• [Action item]:
Extract each line of the records below that contains the word "from".

++++ Exercise materials ++++

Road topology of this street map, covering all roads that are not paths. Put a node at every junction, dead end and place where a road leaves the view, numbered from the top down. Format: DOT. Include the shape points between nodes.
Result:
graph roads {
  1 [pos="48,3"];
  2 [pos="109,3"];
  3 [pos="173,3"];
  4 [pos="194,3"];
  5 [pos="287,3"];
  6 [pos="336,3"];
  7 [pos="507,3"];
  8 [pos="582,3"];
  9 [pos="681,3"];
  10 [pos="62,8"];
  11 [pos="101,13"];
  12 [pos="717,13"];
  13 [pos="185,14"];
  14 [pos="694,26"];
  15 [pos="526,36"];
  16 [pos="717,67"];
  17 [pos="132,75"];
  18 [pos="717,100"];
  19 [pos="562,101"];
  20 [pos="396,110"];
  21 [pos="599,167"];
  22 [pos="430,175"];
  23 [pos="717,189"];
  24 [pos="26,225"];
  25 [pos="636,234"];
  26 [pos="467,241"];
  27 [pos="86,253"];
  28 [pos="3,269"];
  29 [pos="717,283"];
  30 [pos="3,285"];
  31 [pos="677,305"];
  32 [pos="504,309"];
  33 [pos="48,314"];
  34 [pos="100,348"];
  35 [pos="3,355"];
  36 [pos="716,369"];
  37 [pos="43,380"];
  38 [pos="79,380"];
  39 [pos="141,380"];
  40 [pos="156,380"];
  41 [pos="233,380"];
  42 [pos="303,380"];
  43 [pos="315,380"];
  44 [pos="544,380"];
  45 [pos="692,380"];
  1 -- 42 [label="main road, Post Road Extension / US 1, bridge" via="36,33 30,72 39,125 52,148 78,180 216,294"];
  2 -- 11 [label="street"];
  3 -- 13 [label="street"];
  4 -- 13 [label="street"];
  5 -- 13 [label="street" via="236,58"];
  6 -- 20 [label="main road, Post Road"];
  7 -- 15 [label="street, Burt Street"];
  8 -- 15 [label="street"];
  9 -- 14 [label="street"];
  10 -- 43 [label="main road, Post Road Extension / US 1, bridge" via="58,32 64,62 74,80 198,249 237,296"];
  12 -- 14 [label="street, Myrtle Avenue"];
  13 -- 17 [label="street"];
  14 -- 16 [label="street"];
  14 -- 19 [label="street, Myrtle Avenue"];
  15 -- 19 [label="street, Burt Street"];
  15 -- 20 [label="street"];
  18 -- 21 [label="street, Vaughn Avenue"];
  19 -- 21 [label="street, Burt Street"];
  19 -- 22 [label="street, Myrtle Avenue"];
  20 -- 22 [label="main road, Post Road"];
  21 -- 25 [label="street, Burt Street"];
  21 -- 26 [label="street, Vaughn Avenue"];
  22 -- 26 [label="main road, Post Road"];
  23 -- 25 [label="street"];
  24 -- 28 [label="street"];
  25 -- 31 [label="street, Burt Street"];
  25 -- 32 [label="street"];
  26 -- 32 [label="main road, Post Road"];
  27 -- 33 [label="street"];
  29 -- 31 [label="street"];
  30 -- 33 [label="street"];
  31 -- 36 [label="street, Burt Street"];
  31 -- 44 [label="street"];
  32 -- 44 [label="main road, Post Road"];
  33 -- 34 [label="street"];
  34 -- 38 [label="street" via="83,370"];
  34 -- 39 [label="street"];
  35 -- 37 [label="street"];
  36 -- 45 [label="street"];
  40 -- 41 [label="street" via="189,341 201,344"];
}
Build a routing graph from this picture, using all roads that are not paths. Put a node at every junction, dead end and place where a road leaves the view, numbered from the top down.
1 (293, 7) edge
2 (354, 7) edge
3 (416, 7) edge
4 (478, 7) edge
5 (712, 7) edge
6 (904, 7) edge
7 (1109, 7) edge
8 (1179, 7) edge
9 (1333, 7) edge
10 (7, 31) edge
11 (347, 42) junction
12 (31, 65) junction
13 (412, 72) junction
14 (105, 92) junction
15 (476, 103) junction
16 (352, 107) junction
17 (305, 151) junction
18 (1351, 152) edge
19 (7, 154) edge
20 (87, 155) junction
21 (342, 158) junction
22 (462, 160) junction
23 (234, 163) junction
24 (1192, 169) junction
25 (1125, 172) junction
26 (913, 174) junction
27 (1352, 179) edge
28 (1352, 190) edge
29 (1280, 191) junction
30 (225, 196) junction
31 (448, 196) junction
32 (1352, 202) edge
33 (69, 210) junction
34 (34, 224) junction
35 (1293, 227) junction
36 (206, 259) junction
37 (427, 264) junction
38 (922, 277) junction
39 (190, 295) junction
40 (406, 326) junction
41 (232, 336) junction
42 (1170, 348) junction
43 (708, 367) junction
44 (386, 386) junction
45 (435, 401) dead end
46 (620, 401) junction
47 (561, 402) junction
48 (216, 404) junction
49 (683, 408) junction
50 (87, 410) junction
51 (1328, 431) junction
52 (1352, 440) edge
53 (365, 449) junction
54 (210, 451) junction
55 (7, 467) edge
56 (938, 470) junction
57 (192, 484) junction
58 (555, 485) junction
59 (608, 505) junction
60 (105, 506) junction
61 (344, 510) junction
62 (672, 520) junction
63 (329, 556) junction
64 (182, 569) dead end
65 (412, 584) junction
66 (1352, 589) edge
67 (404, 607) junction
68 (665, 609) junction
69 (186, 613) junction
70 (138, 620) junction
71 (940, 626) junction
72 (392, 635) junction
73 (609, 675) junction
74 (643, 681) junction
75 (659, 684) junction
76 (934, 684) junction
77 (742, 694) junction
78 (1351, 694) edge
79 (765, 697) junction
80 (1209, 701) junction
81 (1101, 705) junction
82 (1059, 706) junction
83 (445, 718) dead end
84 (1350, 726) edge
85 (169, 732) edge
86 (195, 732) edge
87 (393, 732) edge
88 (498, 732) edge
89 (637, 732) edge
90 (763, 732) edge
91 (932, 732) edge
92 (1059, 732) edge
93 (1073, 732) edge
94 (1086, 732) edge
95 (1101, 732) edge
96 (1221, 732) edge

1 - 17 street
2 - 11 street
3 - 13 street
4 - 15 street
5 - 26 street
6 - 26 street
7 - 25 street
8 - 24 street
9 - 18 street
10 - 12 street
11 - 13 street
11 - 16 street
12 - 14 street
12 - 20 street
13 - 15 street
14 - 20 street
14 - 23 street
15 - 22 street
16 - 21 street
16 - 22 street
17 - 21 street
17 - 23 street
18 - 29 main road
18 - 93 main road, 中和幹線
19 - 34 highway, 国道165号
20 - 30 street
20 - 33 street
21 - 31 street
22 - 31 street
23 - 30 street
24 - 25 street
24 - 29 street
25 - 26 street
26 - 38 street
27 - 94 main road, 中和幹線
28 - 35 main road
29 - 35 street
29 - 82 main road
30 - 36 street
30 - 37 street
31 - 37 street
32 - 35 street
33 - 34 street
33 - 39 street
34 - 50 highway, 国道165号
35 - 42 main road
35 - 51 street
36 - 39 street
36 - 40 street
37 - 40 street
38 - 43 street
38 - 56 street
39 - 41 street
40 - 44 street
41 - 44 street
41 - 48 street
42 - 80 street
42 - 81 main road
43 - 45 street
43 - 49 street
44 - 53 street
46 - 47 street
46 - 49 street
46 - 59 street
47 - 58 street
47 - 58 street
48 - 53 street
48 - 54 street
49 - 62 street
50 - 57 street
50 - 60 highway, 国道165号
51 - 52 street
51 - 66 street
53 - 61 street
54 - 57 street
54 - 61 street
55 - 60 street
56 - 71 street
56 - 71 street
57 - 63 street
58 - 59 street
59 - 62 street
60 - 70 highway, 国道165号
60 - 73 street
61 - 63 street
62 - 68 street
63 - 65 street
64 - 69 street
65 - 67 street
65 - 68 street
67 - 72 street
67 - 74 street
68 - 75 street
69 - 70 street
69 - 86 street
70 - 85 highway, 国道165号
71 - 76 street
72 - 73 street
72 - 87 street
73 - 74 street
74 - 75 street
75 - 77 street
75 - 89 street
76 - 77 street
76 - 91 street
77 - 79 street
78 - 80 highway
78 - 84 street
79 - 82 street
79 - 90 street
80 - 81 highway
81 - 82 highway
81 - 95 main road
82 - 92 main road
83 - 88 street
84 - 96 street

++++

• [The answer]:
Road topology of this street map, covering all roads that are not paths. Put a node at every junction, dead end and place where a road leaves the view, numbered from the top down. Format: DOT. Include the shape points between nodes.
Build a routing graph from this picture, using all roads that are not paths. Put a node at every junction, dead end and place where a road leaves the view, numbered from the top down.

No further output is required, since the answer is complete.